Saturday, February 26, 2011

Me.

This is blog is about me, yes I'm going to be selfish and blog about myself. My name is Emily Mills and i am almost 19 years old. I have great friends. I love Jesus but my number one guilty pleasure is Usher! My friends will all tell you that I have a serious problem with being obsessed with him. I really do have a problem! I really like grilled cheeses and I love coffee! I am that girl at Starbucks that takes twenty minutes to order her coffee. I love Starbucks!! You should be my friend, cause I am pretty cool. I can tell you all you want to know about Usher and I can teach you how to Swing Dance. My number one regret is life is quitting the piano. I am obsessed with food. I have the appetite of a 7 year old, it is NEVER ending! I can always eat! My mother is my hero and My niece is the CUTEST kid ever! The Family Stone is my favorite movie because I am in LOVE with how it ends! I really want all my children to play Basketball and it is my favorite sport to watch, even though I was never any good. I tend to be a Heart breaker because I can't make  up my mind to save my life. My mother tells me that I have the best taste in friends but the worst taste in relationships ever...She has chosen a few of friends that she would like me to marry and she just makes me laugh. I love the world and people :)

Monday, February 21, 2011

Fairytales



Do you want your life to be a fairytale? I have wanted my life to be a fairytale since the moment I read Snow White for the first time. I want to meet the boy once and know instantly he is the "one". In my life I have had more and more options for my life to be fairytale but I chosen to not let it happen because I was second guessing everything.
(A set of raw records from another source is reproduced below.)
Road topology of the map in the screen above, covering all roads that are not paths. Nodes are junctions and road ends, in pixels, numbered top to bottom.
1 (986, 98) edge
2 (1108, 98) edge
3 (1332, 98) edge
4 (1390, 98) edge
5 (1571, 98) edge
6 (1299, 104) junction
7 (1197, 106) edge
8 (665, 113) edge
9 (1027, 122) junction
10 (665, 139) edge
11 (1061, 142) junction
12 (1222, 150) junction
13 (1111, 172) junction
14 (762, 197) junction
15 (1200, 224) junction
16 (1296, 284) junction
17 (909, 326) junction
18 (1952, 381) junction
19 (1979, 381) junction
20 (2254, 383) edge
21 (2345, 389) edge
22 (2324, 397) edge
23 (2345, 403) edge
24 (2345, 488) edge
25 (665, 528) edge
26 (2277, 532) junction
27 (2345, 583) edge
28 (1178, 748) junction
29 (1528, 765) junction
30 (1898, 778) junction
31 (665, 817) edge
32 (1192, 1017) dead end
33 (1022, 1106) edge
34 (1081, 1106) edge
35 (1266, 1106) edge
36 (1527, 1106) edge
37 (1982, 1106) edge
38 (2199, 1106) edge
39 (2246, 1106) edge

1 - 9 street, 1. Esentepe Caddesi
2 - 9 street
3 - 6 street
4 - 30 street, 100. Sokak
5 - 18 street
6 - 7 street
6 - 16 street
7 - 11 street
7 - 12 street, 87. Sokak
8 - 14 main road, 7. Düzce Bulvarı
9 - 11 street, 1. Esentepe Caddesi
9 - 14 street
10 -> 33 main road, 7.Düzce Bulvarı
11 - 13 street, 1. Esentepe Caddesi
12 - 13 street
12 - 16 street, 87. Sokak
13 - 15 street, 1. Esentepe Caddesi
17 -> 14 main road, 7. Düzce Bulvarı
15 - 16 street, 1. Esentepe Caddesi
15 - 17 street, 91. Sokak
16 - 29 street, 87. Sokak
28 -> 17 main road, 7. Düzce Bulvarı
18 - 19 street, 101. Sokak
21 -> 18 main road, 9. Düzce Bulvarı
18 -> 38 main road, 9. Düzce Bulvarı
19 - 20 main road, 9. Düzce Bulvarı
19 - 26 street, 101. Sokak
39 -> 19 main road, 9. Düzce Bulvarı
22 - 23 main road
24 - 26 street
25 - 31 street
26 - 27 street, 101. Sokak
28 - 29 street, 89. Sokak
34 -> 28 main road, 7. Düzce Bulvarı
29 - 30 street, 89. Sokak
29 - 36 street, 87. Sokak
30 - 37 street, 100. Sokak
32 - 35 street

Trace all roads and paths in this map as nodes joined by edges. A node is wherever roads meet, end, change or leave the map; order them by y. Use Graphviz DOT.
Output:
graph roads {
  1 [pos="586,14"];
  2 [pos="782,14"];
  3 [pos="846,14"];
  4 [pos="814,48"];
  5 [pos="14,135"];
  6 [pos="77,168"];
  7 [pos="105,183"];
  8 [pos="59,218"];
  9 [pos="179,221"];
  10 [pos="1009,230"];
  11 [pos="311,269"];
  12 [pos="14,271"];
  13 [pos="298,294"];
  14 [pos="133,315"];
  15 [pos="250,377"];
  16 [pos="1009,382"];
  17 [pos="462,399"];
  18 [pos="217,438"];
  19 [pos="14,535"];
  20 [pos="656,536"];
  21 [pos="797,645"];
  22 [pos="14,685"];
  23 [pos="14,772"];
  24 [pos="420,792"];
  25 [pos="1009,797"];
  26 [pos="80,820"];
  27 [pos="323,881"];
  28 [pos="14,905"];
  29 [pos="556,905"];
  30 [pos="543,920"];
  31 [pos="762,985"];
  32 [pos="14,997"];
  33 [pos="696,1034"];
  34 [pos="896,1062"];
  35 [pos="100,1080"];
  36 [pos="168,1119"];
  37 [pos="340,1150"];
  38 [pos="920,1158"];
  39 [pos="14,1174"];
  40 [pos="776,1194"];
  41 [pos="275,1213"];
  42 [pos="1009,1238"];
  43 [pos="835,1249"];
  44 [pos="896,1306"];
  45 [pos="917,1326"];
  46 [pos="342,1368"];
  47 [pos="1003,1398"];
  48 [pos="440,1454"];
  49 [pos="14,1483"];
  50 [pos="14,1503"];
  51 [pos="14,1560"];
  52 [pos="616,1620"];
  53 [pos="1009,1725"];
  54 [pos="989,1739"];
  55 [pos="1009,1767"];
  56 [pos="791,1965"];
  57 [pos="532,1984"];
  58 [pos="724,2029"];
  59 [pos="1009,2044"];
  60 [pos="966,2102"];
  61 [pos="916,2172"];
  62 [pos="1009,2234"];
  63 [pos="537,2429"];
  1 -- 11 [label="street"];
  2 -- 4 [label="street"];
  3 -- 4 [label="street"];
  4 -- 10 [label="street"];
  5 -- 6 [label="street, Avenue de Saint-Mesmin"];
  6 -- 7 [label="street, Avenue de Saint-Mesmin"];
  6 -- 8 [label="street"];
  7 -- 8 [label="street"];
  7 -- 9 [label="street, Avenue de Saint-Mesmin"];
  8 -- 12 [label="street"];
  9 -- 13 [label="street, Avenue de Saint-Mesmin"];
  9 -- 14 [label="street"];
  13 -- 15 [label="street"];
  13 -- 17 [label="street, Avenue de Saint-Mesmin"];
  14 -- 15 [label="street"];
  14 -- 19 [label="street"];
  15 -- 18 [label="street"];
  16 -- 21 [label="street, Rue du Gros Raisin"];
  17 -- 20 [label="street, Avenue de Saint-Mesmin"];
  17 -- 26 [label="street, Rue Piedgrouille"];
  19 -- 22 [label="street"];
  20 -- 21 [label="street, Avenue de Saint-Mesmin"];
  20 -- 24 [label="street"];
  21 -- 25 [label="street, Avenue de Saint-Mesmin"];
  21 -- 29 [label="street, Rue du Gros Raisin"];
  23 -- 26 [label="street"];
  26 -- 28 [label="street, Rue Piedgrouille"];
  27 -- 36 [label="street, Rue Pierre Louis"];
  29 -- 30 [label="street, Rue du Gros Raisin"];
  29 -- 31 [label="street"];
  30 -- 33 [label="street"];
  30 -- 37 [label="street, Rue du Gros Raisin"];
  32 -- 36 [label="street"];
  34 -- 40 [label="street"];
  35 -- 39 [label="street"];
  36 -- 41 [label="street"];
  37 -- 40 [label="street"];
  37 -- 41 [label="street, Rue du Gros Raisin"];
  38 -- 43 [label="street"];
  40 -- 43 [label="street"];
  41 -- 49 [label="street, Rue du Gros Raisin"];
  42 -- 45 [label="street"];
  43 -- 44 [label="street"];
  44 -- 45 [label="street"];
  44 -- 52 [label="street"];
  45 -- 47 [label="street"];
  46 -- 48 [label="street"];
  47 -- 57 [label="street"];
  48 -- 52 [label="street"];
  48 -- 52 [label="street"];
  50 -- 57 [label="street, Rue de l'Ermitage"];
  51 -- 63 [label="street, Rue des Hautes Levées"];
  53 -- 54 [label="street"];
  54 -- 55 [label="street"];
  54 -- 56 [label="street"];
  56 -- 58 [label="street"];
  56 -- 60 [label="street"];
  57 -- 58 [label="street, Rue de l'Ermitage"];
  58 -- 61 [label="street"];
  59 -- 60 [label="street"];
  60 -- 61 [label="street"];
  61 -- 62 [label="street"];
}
I have had some Prince Charmings come along in life but always I find some excuse to why they aren't prince charming...the reason is because I believe that God has prepared a perfect Prince for me and I have this idea of how I am suppose to feel about him and he has just not come along yet. My Prince is out there i know it it is just being Patient with God and knowing that he is out there and I want him to find me in the Lord. That Cliche saying that a girl's heart should be so lost in God that he has to seek Him to find it but it is so very true. I do not want to justify myself by having someone else in my life. I want to be lost in God, which I am getting there, slowly but surely. The Lord has been revealing to me that He is enough for me and when He is ready to send Prince Charming to me, the prince will find me when he finds the Lord. This past weekend I listen to a seminar on Justifying yourself. He said most of us live by the saying I'm a good person because                          or I'm and justified because                       . Fill in the Blank....What justifies you? I do not want to Justify myself by anything. I want to be Lost in the Lord with everything in my life. Get lost with Me.